Ему вторит С. Эйзенштейн: «Функцию обобщенного образа по отношению к изображаемому явлению должна играть музыка»28.
Выражает ли эта позиция противостояние слова-титра и музыки, отрицательное отношение к надписям на экране, к их праву на отклик у фантазии публики?
В определенной мере выражает. В принципе к началу 20-х годов негативное отношение к слову, написанному на экране, было достаточно распространено как реакция на обилие фильмов, в которых реализовался постулат о чисто служебном назначении титра: «Надписи по своему смыслу необходимы, как средство для ориентировки зрителя во времени, месте, причине, качестве, степени и цели драматического действия». И далее: «Надписи есть средство экономного ведения драматического действия, способ наиболее легкой и краткой мотивировки действия в целом и поступков отдельных действующих лиц» (Ип. Соколов)29.

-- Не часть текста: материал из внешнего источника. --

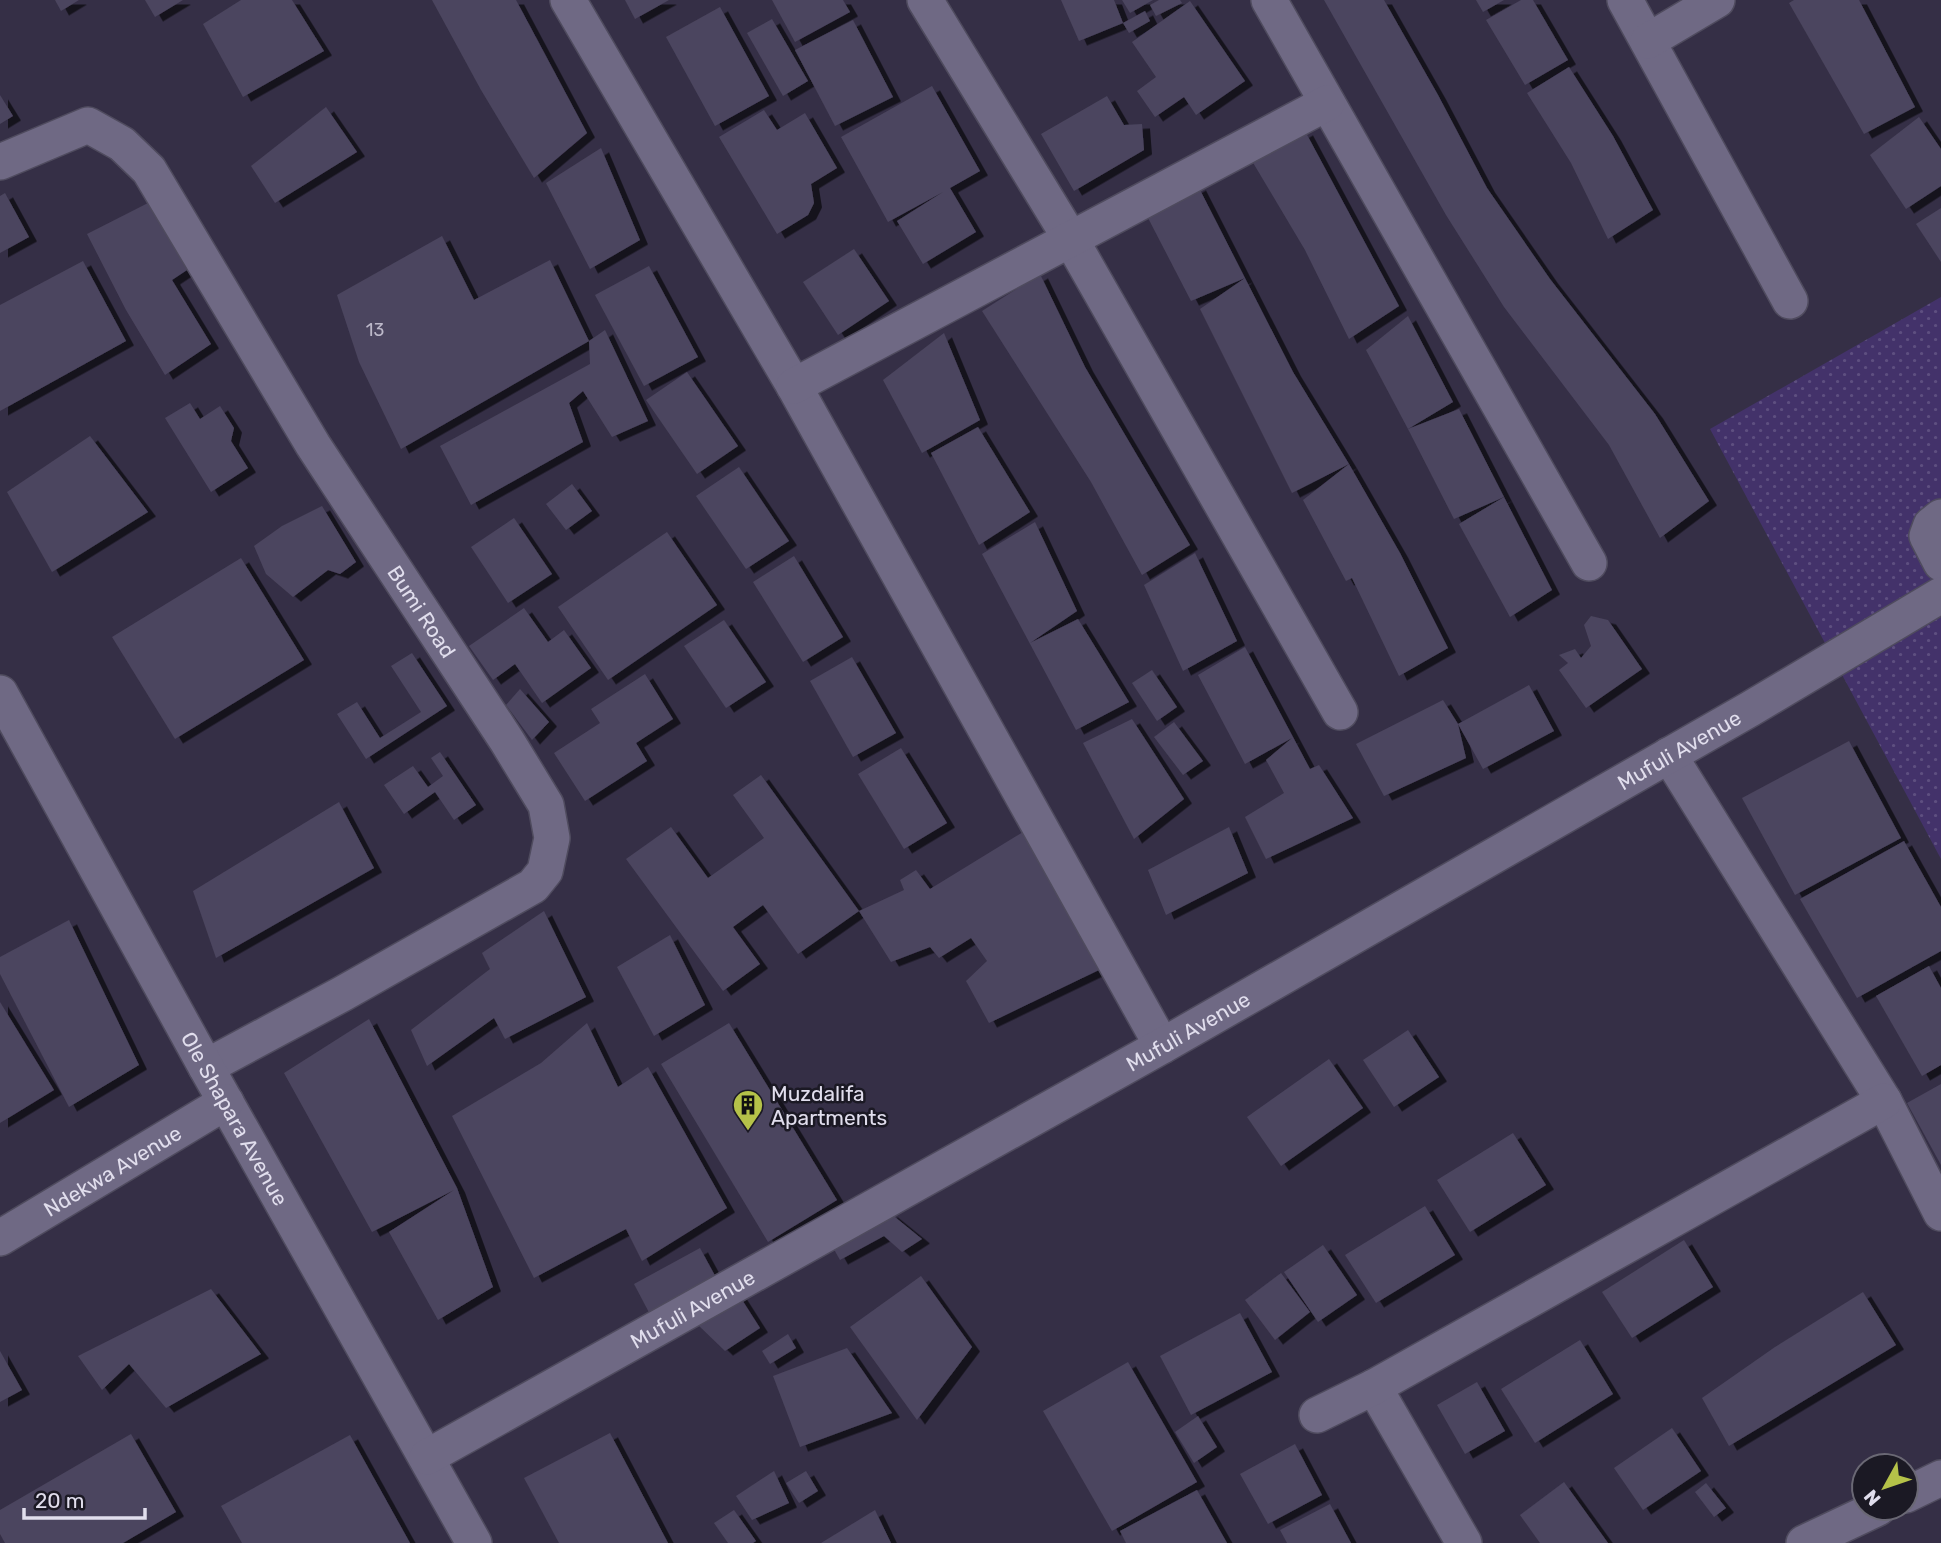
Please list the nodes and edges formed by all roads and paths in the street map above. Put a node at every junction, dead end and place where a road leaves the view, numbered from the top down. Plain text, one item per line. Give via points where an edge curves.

В этой на первый взгляд невинной рекомендации на самом деле таится весьма опасная для кинематографа идея эстетического упрощения пластических решений режиссуры кино, актерской практики, монтажа, операторского искусства, работы художников. Если титр – «наиболее легкий и краткий способ» мотивации, то возникает вопрос, а стоит ли актеру мучиться над постижением характера персонажа, сценаристу – над логикой сюжета, режиссеру и оператору – над воссозданием атмосферы действия… Все их творческие поиски можно заменить, «врезав титр».